Dataset excerpts
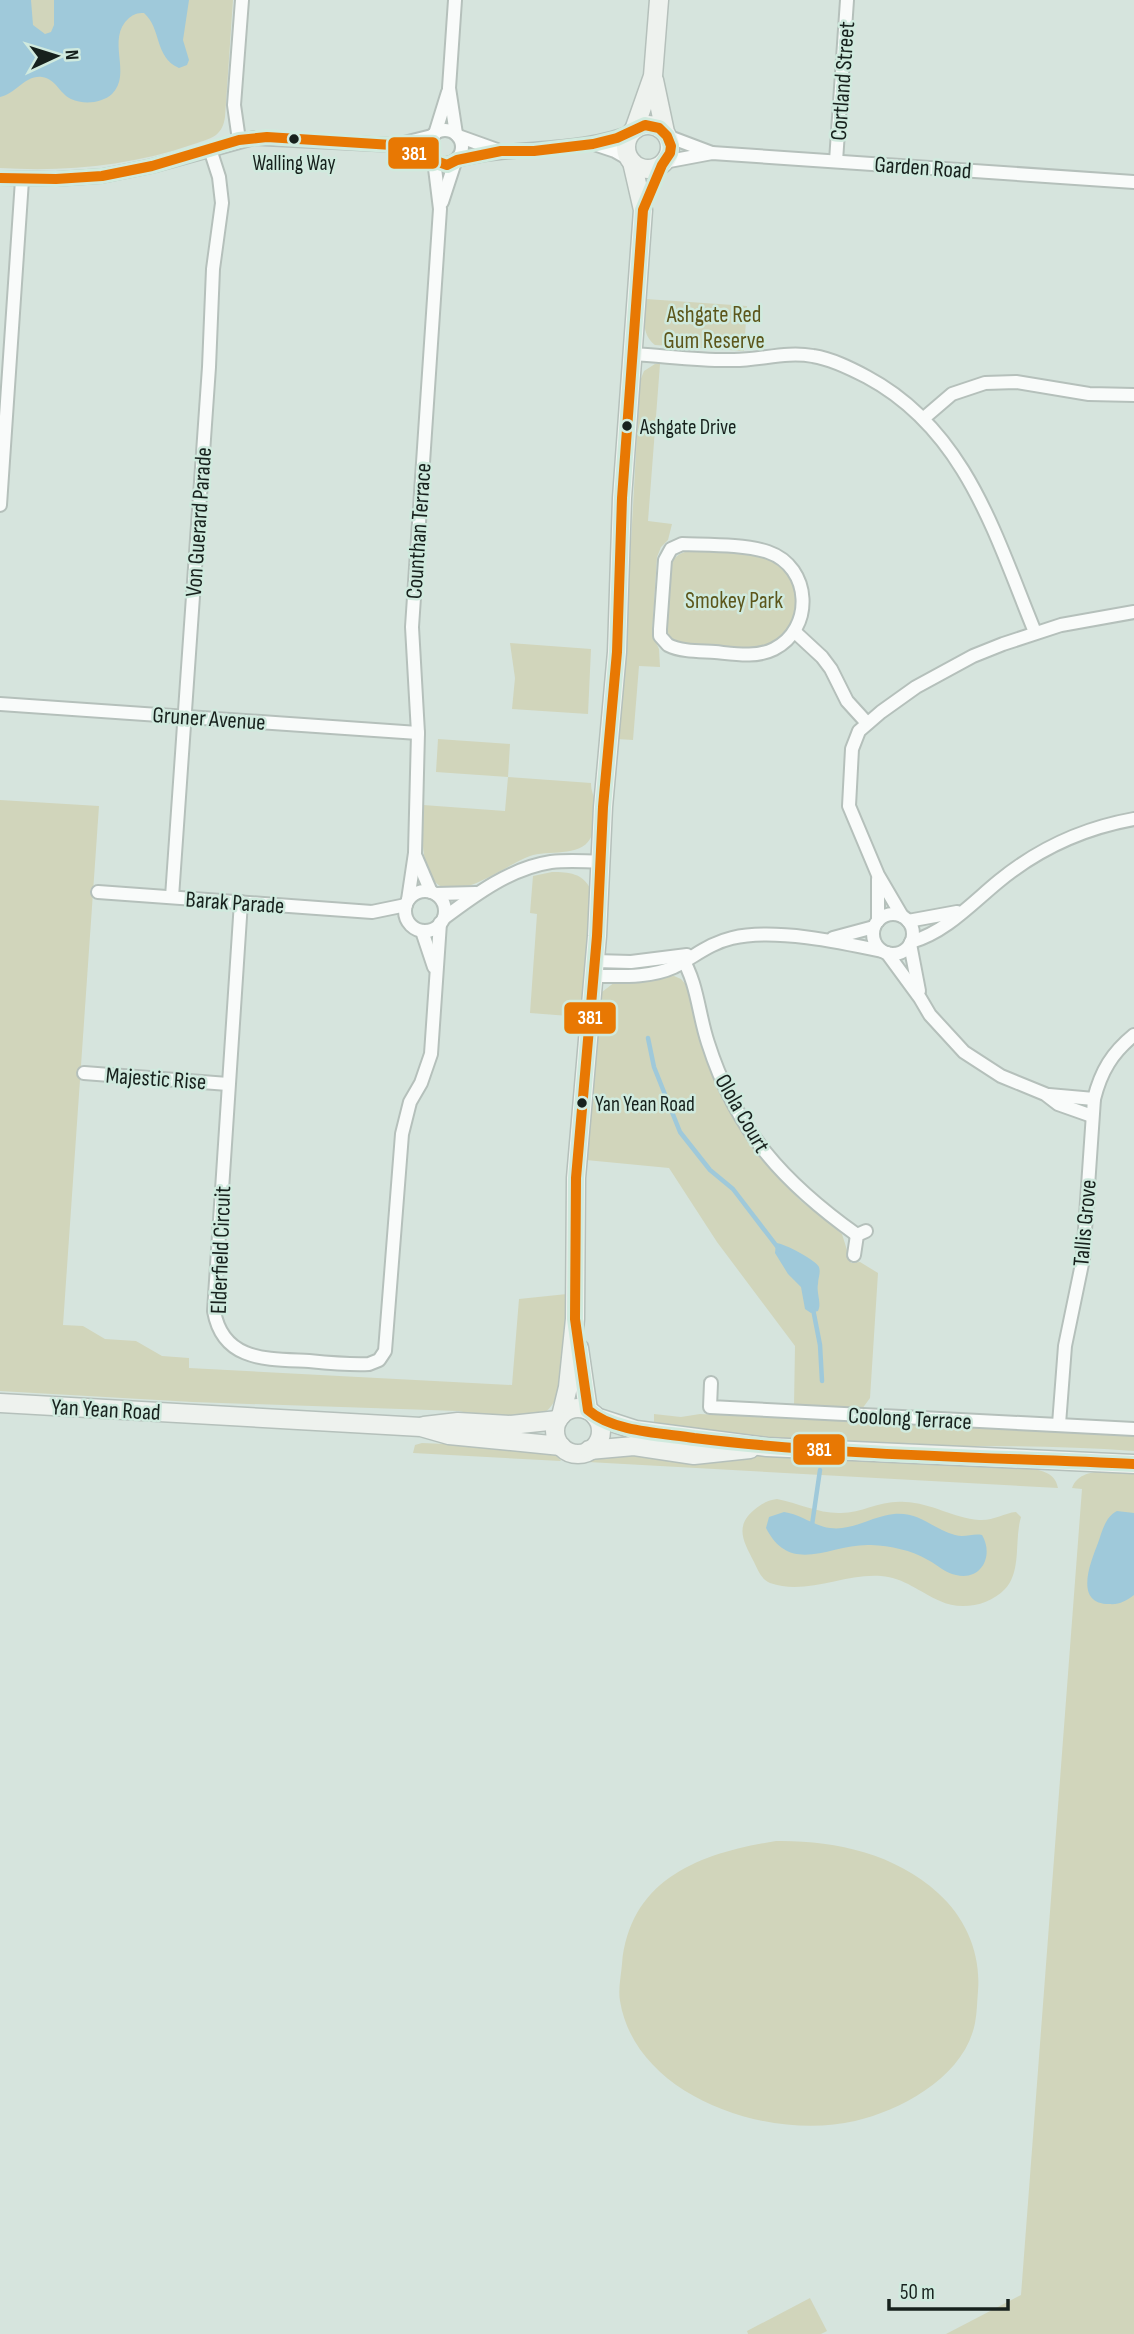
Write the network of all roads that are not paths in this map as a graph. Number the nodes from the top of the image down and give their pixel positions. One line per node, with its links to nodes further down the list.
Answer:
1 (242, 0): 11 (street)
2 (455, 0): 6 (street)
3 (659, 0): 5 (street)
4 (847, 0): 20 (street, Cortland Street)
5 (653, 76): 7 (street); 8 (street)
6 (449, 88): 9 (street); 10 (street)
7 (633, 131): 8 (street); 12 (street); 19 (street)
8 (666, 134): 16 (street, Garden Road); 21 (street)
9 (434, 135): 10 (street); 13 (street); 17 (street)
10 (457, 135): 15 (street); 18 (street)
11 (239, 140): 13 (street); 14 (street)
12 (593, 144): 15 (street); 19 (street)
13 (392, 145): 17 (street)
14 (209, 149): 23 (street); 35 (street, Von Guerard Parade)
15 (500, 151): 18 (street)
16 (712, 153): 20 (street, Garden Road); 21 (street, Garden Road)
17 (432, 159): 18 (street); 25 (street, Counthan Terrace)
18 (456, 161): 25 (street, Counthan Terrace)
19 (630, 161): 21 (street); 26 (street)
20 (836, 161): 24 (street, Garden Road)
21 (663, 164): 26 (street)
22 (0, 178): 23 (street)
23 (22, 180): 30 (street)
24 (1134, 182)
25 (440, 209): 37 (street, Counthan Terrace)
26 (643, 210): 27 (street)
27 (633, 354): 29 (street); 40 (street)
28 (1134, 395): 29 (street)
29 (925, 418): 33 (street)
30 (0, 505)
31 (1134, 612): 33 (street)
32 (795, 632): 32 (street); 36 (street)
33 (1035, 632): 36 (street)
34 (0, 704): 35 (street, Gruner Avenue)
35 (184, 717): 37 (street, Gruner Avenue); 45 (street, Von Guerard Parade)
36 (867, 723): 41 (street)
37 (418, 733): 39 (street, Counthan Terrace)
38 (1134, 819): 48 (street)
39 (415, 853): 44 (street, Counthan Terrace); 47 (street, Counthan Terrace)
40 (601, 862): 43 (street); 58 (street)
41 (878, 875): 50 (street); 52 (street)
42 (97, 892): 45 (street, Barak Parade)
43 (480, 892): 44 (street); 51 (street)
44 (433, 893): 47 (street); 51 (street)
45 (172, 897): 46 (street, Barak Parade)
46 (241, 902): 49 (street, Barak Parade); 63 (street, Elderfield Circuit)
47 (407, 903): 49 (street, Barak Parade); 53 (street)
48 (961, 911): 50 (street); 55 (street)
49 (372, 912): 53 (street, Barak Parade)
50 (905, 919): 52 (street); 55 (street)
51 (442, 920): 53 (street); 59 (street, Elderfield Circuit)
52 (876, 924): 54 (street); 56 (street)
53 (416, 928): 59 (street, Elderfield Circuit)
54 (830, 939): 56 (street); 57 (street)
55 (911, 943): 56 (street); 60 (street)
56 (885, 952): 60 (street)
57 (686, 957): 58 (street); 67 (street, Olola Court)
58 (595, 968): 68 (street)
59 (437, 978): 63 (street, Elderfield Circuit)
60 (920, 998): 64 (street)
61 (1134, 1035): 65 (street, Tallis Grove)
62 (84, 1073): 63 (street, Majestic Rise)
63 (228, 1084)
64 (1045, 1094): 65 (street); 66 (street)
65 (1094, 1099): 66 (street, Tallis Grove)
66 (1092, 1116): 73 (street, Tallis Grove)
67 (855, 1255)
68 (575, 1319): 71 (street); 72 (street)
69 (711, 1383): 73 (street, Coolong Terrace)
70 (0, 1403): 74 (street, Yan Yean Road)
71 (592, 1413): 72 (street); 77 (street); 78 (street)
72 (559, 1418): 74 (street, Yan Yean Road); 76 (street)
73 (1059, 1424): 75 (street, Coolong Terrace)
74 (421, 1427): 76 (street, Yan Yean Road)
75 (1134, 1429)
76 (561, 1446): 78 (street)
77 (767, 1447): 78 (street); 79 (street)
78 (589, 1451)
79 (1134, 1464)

DIRECTIONS FOR THIS TASK –
Across the records above, count the lines holding "Avenue" and reply with that number alone.

YOUR RESPONSE –
2